En tout état de cause, il n'y a pas lieu de procéder à une consultation accélérée : il s'agit d'une question complexe qu'il convient de bien analyser dans toutes ses implications. Ce stockage n'est rien d'autre qu'une ICPE Seveso 2 classique à très hauts risques, rubrique 2970 stockage géologique de CO2.
____________________________
L'information incomplète du public
On observe que les dossiers de demande d'autorisations d'exploiter limitent l'information du public sur les questions de défense nationale comme par exemple l'article L512-7-1 du code de l'environnement : "Ne peuvent ni figurer dans le dossier de la demande d'enregistrement mis à la disposition du public, ni être communiqués des éléments soumis à des règles de protection du secret de la défense nationale ou nécessaires à la sauvegarde des intérêts de la défense nationale". Cette disposition est justifiée; toutefois, dans ce cas précis de stockage de millions de tonnes de CO2, la population ne peut pas supporter l'idée de vivre en permanence avec le risque de se trouver asphyxiée à tout moment en cas de guerre ou d'attentat dans la période de conflits généralisés actuelle au niveau mondial. Il n'est dès lors plus recevable de se retrancher derrière "des dispositifs anti-attentat sont prévus" comme mentionné lors de la commission de suivi de site de Grandpuits du 22 mai 2024 : le public doit pouvoir se convaincre de l'efficacité parfaite des dispositifs en question. Le niveau de sécurité doit être comparable à celui de la réserve d'or américaine de Fort Knox et le public doit avoir la possibilité de s'en assurer.
____________________________
En résumé, les contribuables financent les études préalables à l'implantation des géostockage de CO2 ; certaines entreprises sont nommées discrètement en profitant de ces études. On choisira de préférence de petites sociétés afin de faciliter leur faillite et de réduire les coûts à la suite d'une catastrophe constatée.
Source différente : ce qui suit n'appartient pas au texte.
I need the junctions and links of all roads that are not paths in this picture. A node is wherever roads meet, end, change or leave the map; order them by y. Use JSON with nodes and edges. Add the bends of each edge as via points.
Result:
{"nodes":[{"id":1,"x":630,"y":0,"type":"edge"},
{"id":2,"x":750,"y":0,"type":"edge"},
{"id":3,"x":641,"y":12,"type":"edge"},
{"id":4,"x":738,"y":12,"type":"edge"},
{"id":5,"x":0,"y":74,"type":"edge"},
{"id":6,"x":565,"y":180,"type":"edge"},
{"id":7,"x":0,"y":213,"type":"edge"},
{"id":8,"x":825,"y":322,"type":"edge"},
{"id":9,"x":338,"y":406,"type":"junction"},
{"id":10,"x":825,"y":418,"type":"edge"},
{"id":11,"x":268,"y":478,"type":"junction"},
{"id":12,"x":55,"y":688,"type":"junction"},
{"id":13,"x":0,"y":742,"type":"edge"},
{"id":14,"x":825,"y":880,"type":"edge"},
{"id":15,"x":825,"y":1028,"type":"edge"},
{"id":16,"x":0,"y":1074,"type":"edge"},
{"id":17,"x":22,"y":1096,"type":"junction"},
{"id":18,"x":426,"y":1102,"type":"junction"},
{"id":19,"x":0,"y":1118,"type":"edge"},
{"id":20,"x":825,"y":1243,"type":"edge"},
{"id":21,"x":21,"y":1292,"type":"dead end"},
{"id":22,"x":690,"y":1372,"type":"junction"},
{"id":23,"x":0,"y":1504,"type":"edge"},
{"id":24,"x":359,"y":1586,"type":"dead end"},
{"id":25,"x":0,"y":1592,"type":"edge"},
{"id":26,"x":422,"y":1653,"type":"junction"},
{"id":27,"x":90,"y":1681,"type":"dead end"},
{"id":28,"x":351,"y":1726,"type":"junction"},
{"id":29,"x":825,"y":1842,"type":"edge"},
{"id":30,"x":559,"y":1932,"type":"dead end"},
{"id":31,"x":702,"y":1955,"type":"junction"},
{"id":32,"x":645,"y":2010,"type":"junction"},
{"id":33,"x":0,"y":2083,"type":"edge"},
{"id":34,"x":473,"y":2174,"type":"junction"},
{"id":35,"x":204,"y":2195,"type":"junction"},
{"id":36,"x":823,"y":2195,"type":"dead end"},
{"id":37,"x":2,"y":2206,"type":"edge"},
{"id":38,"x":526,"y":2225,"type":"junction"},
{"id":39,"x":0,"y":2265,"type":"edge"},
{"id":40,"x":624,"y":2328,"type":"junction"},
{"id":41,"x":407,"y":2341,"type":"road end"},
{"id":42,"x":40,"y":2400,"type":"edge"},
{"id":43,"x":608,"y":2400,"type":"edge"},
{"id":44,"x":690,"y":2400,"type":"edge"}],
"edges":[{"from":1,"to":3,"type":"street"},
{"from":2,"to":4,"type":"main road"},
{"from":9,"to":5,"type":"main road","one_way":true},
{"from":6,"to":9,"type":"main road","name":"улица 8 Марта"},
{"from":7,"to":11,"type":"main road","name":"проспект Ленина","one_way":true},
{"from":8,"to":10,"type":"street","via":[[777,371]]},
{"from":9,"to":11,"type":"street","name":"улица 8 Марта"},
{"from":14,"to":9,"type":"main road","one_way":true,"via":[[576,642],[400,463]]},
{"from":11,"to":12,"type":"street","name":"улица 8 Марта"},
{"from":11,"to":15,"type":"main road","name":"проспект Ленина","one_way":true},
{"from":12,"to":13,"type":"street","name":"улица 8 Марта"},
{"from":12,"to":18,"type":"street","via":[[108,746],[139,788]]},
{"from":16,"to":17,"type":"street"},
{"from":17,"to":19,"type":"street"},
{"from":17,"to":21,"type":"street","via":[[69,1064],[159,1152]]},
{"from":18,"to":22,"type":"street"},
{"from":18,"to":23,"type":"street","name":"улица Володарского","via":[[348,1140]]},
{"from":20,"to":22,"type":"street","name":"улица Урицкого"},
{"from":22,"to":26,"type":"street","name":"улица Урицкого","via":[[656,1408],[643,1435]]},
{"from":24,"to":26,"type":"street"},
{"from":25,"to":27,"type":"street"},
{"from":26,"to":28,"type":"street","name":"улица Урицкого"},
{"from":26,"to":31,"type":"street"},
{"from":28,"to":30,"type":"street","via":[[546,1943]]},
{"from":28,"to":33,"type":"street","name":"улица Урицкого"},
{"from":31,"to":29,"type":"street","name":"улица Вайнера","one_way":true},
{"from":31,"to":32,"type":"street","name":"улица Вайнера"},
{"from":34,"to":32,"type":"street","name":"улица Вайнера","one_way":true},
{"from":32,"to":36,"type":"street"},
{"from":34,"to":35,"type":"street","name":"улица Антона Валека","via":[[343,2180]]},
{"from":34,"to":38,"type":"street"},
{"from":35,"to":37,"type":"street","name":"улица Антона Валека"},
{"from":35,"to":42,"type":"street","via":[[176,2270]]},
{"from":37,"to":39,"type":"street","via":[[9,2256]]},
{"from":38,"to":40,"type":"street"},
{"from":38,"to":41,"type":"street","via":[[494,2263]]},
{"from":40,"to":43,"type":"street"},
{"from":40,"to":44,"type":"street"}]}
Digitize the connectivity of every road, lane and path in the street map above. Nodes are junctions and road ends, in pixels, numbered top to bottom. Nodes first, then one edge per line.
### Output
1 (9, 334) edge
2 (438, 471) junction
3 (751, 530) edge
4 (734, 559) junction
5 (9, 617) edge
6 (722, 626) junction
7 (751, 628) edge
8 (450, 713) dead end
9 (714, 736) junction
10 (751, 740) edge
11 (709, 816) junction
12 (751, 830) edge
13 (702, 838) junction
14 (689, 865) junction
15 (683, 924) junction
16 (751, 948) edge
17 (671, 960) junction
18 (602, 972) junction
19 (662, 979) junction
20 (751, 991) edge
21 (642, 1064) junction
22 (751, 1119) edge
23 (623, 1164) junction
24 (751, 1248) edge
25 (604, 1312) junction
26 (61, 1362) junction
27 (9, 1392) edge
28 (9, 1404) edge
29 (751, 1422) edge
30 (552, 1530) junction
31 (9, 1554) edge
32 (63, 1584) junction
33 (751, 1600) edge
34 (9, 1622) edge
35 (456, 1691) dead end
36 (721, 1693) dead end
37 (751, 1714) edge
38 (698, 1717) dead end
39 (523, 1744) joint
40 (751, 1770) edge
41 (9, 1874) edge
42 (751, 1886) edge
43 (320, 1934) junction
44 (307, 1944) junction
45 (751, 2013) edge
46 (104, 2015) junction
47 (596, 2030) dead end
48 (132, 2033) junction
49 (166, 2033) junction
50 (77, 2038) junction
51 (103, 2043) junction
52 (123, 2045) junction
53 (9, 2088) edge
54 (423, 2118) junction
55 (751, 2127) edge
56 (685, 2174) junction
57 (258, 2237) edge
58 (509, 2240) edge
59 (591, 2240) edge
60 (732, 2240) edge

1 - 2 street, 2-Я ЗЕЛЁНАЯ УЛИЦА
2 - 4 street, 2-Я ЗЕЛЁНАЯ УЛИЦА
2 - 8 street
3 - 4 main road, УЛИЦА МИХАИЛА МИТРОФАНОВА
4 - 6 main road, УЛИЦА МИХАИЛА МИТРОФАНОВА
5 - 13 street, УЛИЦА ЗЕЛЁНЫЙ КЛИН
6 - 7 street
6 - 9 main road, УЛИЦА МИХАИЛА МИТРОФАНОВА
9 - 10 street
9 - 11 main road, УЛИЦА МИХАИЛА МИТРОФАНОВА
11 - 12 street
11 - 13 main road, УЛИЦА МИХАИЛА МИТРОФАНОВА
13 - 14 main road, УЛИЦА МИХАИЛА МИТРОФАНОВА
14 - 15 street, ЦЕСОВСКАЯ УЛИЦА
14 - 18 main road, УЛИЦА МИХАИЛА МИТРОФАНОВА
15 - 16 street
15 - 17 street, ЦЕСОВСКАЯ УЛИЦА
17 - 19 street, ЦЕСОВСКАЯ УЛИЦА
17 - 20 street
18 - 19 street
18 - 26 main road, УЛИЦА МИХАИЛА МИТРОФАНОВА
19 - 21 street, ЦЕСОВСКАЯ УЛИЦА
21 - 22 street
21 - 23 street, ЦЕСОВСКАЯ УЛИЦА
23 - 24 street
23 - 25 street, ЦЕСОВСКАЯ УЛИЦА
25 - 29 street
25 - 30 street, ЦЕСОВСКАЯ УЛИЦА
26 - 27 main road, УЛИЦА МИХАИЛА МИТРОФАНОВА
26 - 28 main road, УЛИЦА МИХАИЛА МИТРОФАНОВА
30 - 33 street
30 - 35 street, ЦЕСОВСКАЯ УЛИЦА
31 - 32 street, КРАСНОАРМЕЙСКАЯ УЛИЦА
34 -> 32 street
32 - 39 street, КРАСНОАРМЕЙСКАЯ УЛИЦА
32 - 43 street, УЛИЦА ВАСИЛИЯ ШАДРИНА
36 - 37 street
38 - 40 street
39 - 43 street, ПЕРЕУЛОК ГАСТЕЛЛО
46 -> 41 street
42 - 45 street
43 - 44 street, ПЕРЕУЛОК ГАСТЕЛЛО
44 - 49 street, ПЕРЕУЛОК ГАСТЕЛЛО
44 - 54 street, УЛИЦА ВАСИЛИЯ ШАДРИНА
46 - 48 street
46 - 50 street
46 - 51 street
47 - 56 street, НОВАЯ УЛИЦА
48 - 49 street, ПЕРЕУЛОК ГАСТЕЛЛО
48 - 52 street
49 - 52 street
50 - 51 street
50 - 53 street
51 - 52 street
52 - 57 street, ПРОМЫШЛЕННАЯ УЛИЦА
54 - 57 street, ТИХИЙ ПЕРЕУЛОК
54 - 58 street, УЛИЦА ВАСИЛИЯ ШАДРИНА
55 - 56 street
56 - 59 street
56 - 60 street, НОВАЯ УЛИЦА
Et finalement les contribuables assurent les conséquences des accidents possibles à long terme et assument les risques d'asphyxie.
____________________________
Il paraît curieux de croire que quelques articles ajoutés au code de l'environnement permettent de se soustraire aux lois de la physique, de la chimie, de la biologie, de la géologie, de l'hydrologie, de la médecine,... Nous ne développerons pas le sujet de l'effet de serre, cela nécessiterait tout un livre : la Terre n'est pas autre chose qu'une gigantesque machine thermique soumise au second principe de la thermodynamique fonctionnant entre une multitude de sources chaudes (rayonnement solaire + activité volcanique + activités énergétiques humaines) et une multitude de sources froides (rayonnement infrarouge terrestre vers l'espace sidéral + résiduel annuel irréversible de la fonte des glaces). Elle ne comporte pas d'échangeurs thermiques, de turbines ou de tubes, mais un système nuageux, une inertie thermique des terres et des océans, générant des effets thermiques et mécaniques par l'intermédiaire de l'eau et de sa vapeur. La structure de la Terre ne variant pas, le rendement de cette machine thermique n'est pas modifié : les catastrophes (effets thermiques et mécaniques) que nous constatons aujourd'hui ne feront que s'amplifier et se multiplier avec le temps par l'accroissement continu des quantités de chaleur produites par les sources chaudes (renforcement de l'efficacité du rayonnement solaire par l'effet de serre corrélé au CO2 suplémentaire émis régulièrement + accroissement des rejets thermiques dans le milieu naturel liés aux activités humaines en constante augmentation) et le maintien temporaire (fonte des glaciers et des pôles) des températures moyennes des sources froides.
Il devient nécessaire d'agir et de réduire drastiquement nos émissions de CO2 rapidement et non pas de les stocker provisoirement en attendant qu'elles ressortent dans l'atmosphère.